In a February 10, 1957 letter to Clyde S. Kilby Lewis writes at length about TWHF. While the letter is too long to quote in full in one or two blog posts, I’m going to share some excerpts along with my observations:

            Dear Professor Kilby –
            An author doesn’t necessarily understand the meaning of his own story better than anyone else, so I give you my account of the TWHF simply for what it’s worth. The ‘levels’ I am conscious of are these.

If for no other reason than to gain insight into Lewis’s take on writers and their stories I think the above worth quoting. While I can’t speak for all authors, many whom I have read on the subject of “writing” would echo Lewis’s words – they follow the story where it takes them, they allow their characters to develop.

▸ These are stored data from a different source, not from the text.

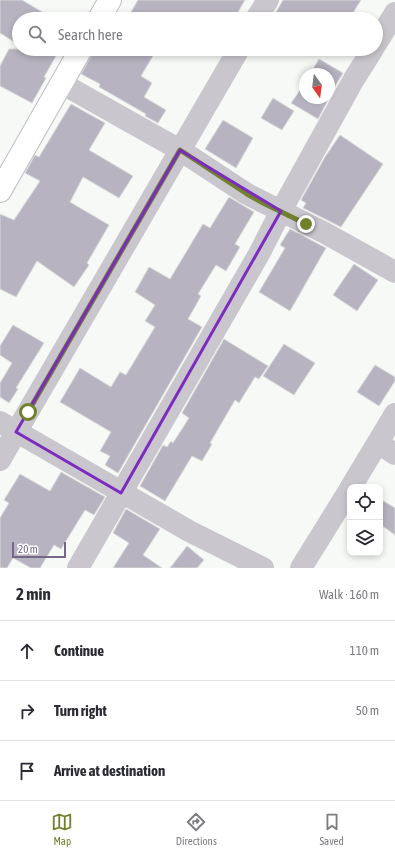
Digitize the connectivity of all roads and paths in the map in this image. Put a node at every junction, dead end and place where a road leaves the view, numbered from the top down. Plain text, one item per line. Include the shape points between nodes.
1 (110, 0) edge
2 (268, 0) edge
3 (103, 12) edge
4 (260, 12) edge
5 (395, 13) edge
6 (383, 33) edge
7 (77, 56) edge
8 (235, 56) edge
9 (369, 56) edge
10 (61, 83) junction
11 (180, 150) junction
12 (0, 191) edge
13 (281, 211) junction
14 (395, 272) edge
15 (395, 414) edge
16 (8, 427) edge
17 (386, 449) edge
18 (0, 460) edge
19 (354, 484) edge
20 (121, 493) junction
21 (347, 493) edge
22 (78, 568) edge
23 (262, 568) edge
24 (301, 568) edge

1 - 3 street
2 - 4 street
5 - 6 street
7 - 10 street
8 - 11 street
9 - 13 street
10 - 11 street
10 - 12 street
11 - 13 street via 247,194
11 - 16 street
13 - 14 street
13 - 20 street via 259,254
15 - 17 street
16 - 18 street
16 - 20 street
17 - 19 street
20 - 22 street
20 - 23 street
21 - 24 street

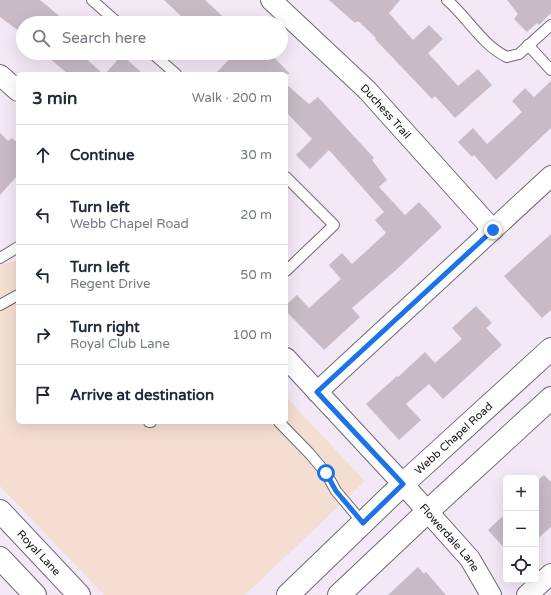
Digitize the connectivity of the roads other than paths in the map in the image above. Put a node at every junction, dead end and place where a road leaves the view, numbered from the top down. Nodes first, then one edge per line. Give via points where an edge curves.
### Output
1 (92, 0) edge
2 (271, 0) edge
3 (447, 0) edge
4 (110, 16) edge
5 (551, 25) edge
6 (528, 45) junction
7 (160, 60) edge
8 (551, 70) edge
9 (174, 72) edge
10 (1, 77) edge
11 (16, 89) edge
12 (551, 176) edge
13 (288, 178) edge
14 (493, 230) junction
15 (16, 248) edge
16 (0, 258) edge
17 (288, 269) edge
18 (16, 296) edge
19 (0, 305) edge
20 (551, 349) edge
21 (288, 360) edge
22 (317, 392) junction
23 (551, 398) edge
24 (281, 424) edge
25 (403, 484) junction
26 (0, 510) edge
27 (426, 512) junction
28 (363, 523) junction
29 (0, 558) edge
30 (551, 574) edge
31 (35, 595) edge
32 (79, 595) edge
33 (288, 595) edge
34 (339, 595) edge
35 (491, 595) edge
36 (527, 595) edge

1 - 4 lane
2 - 14 street, Duchess Trail via 367,90
3 - 6 lane via 497,52 507,57 519,54
5 - 6 lane
6 - 8 lane
7 - 9 lane
10 - 11 street
12 - 14 street
13 - 17 lane via 334,225
14 - 22 street
15 - 16 lane
18 - 19 lane
20 - 25 main road, Webb Chapel Road
21 - 22 street, Flowerdale Lane
22 - 25 street, Flowerdale Lane
23 - 27 main road
24 - 28 lane via 322,468 336,491
25 - 27 street, Flowerdale Lane
25 - 28 main road, Webb Chapel Road
26 - 32 main road, Royal Lane
27 - 34 main road
27 - 35 street, Flowerdale Lane via 470,559
28 - 33 main road, Webb Chapel Road
29 - 31 main road
30 - 36 street

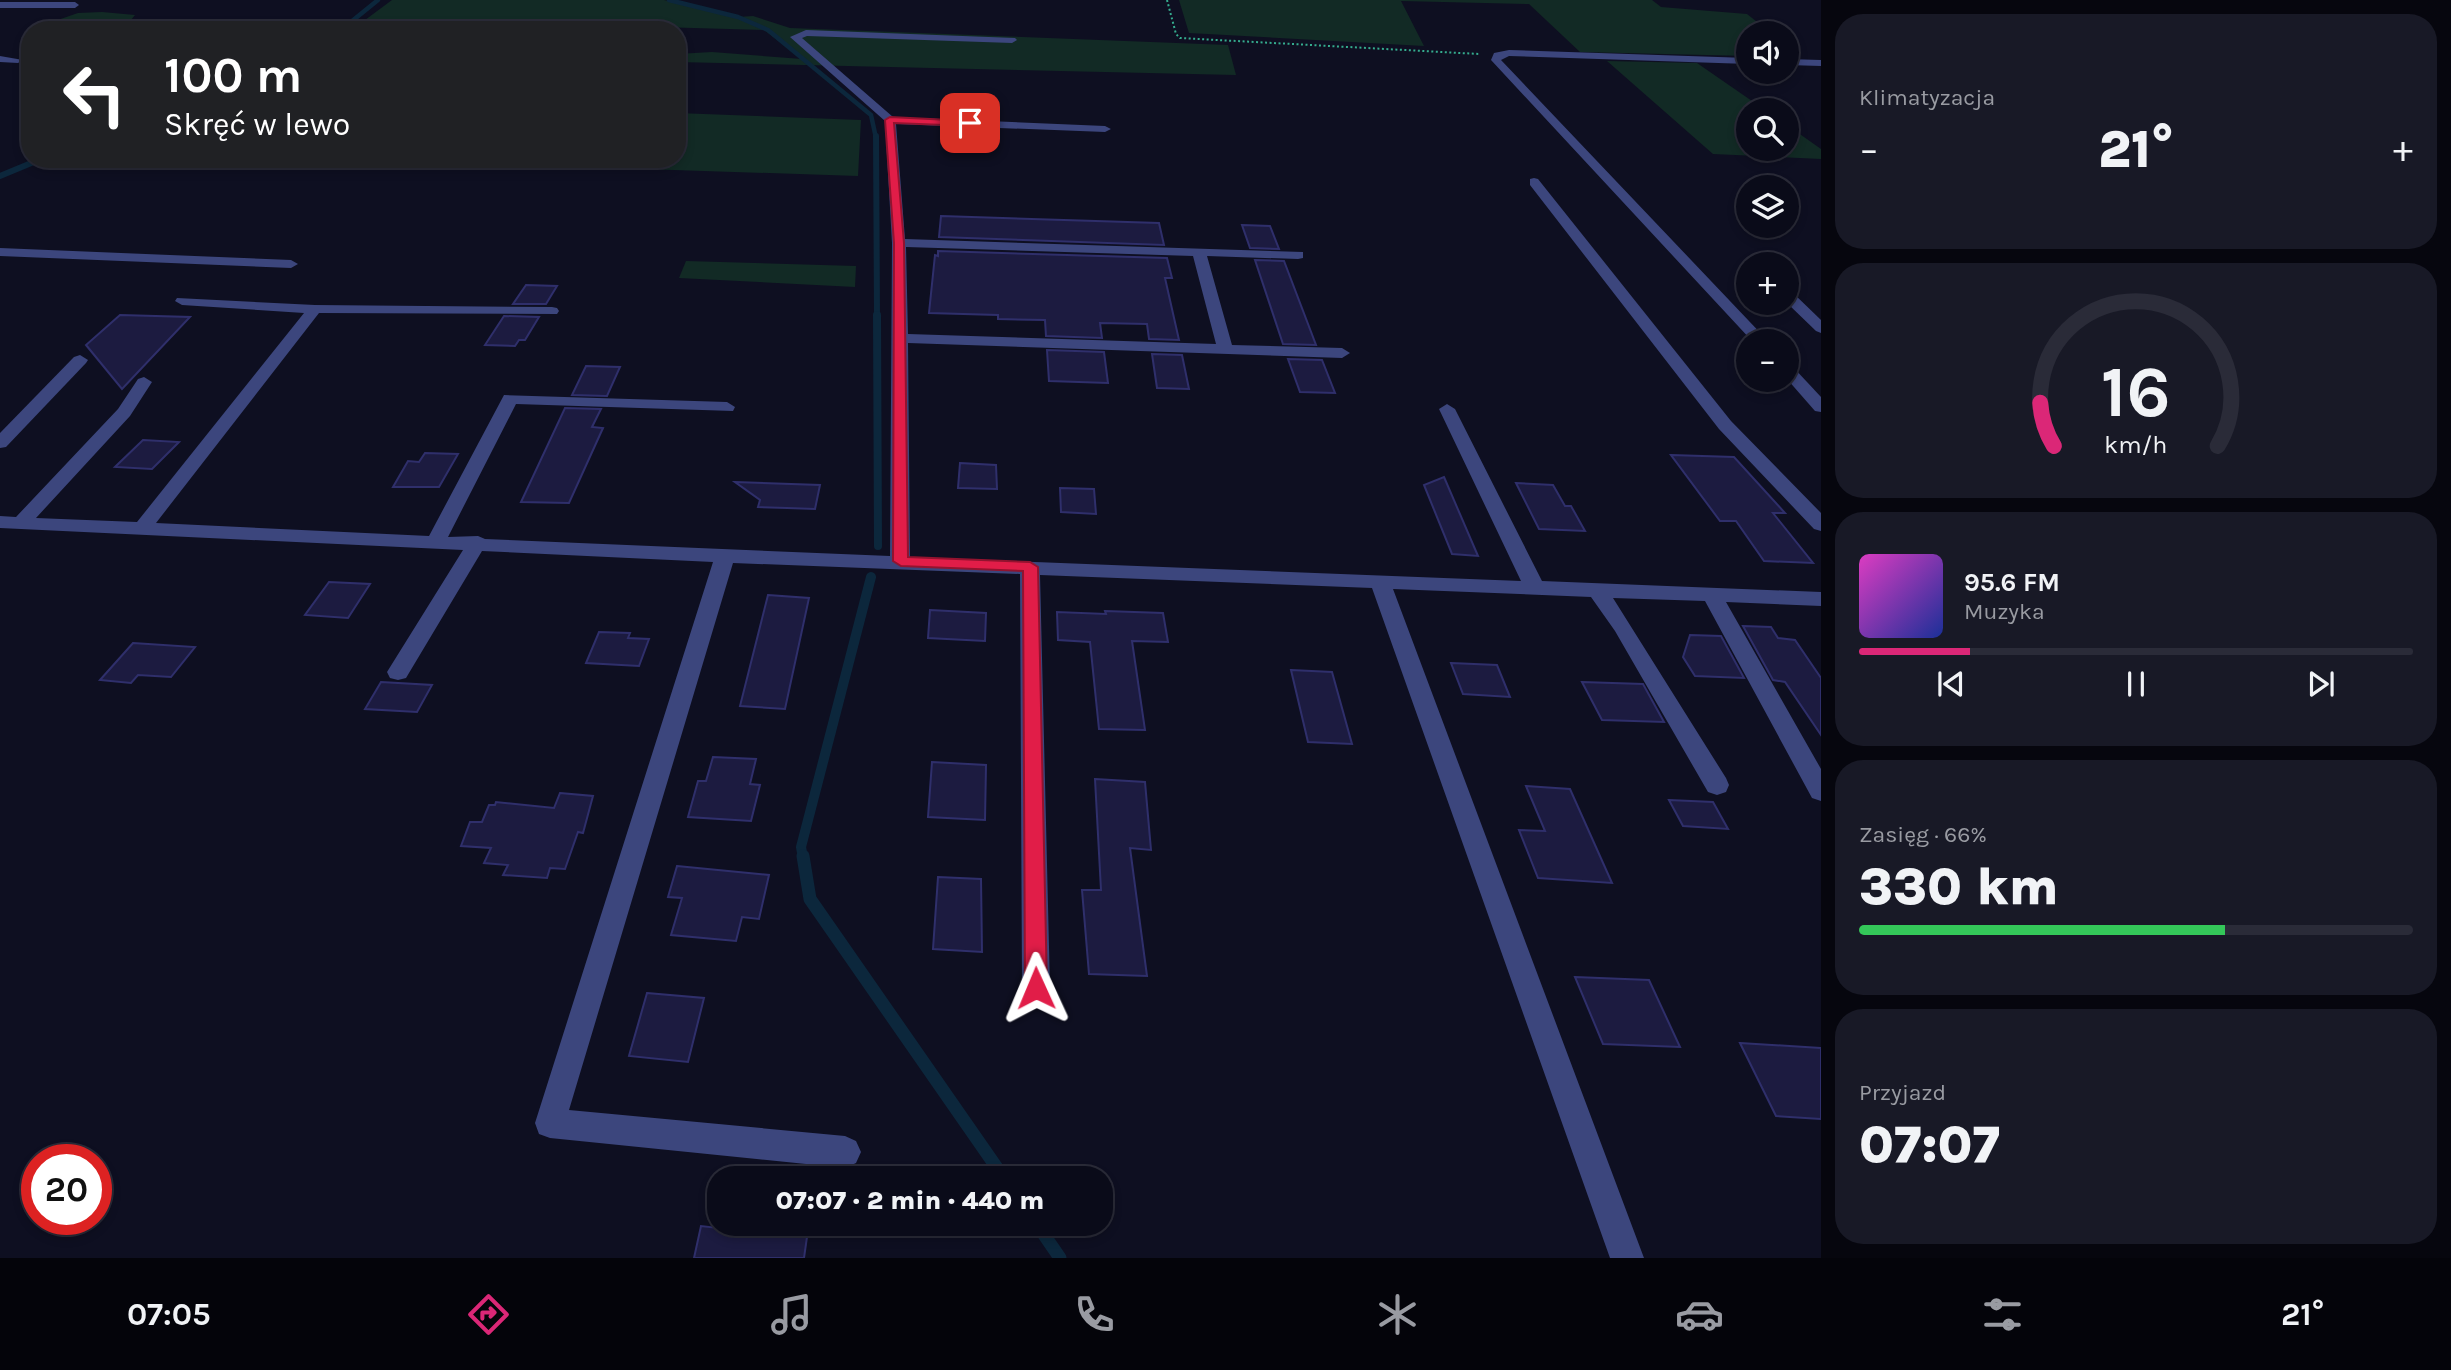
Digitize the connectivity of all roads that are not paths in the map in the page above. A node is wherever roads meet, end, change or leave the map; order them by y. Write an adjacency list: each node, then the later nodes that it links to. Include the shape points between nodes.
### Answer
1 (0, 5): 2 (street)
2 (75, 5)
3 (1012, 40): 9 (street, via 806,33 794,37)
4 (0, 59): 5 (street)
5 (18, 60)
6 (1736, 61): 22 (street, via 1497,55 1496,60)
7 (1799, 62): 8 (street)
8 (1821, 63)
9 (890, 120): 10 (street); 12 (street)
10 (1105, 129)
11 (1534, 182): 37 (street, via 1725,425)
12 (899, 243): 14 (street); 23 (street)
13 (0, 252): 16 (street)
14 (1199, 252): 15 (street); 24 (street)
15 (1297, 255)
16 (291, 264)
17 (181, 301): 19 (street)
18 (1799, 307): 21 (street)
19 (315, 309): 20 (street); 38 (street)
20 (552, 311)
21 (1821, 328)
22 (1749, 329)
23 (900, 338): 24 (street); 42 (street)
24 (1225, 349): 25 (street)
25 (1342, 353)
26 (80, 360): 33 (street)
27 (144, 382): 36 (street, via 124,412)
28 (1799, 383): 31 (street)
29 (59, 403): 34 (street)
30 (727, 407): 39 (street, via 510,400)
31 (1821, 407)
32 (1447, 409): 45 (street)
33 (0, 443)
34 (0, 460)
35 (0, 522): 36 (street)
36 (21, 523): 38 (street)
37 (1821, 525)
38 (142, 528): 39 (street)
39 (436, 541): 40 (street)
40 (478, 542): 41 (street); 49 (street)
41 (725, 556): 42 (street); 53 (street, via 550,1123)
42 (901, 561): 43 (street)
43 (1030, 567): 44 (street); 52 (street)
44 (1380, 582): 45 (street); 54 (street)
45 (1535, 588): 46 (street)
46 (1597, 590): 47 (street); 50 (street)
47 (1712, 595): 48 (street); 51 (street)
48 (1821, 599)
49 (398, 672)
50 (1717, 785)
51 (1821, 792)
52 (1036, 988)
53 (845, 1152)
54 (1628, 1258)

I’m reminded of Dorothy L. Sayers’s response to Christian readers who wanted Lord Peter Wimsey to become a Christian; Wimsey would never become a Christian because that would not be Wimsey – that is not where his character had taken Sayers as an author – Sayers had to respect the character of Wimsey and could not override Lord Peter’s character and his will. (If this seems a bit strange you might want to read her Mind of the Maker to better understand her thinking.)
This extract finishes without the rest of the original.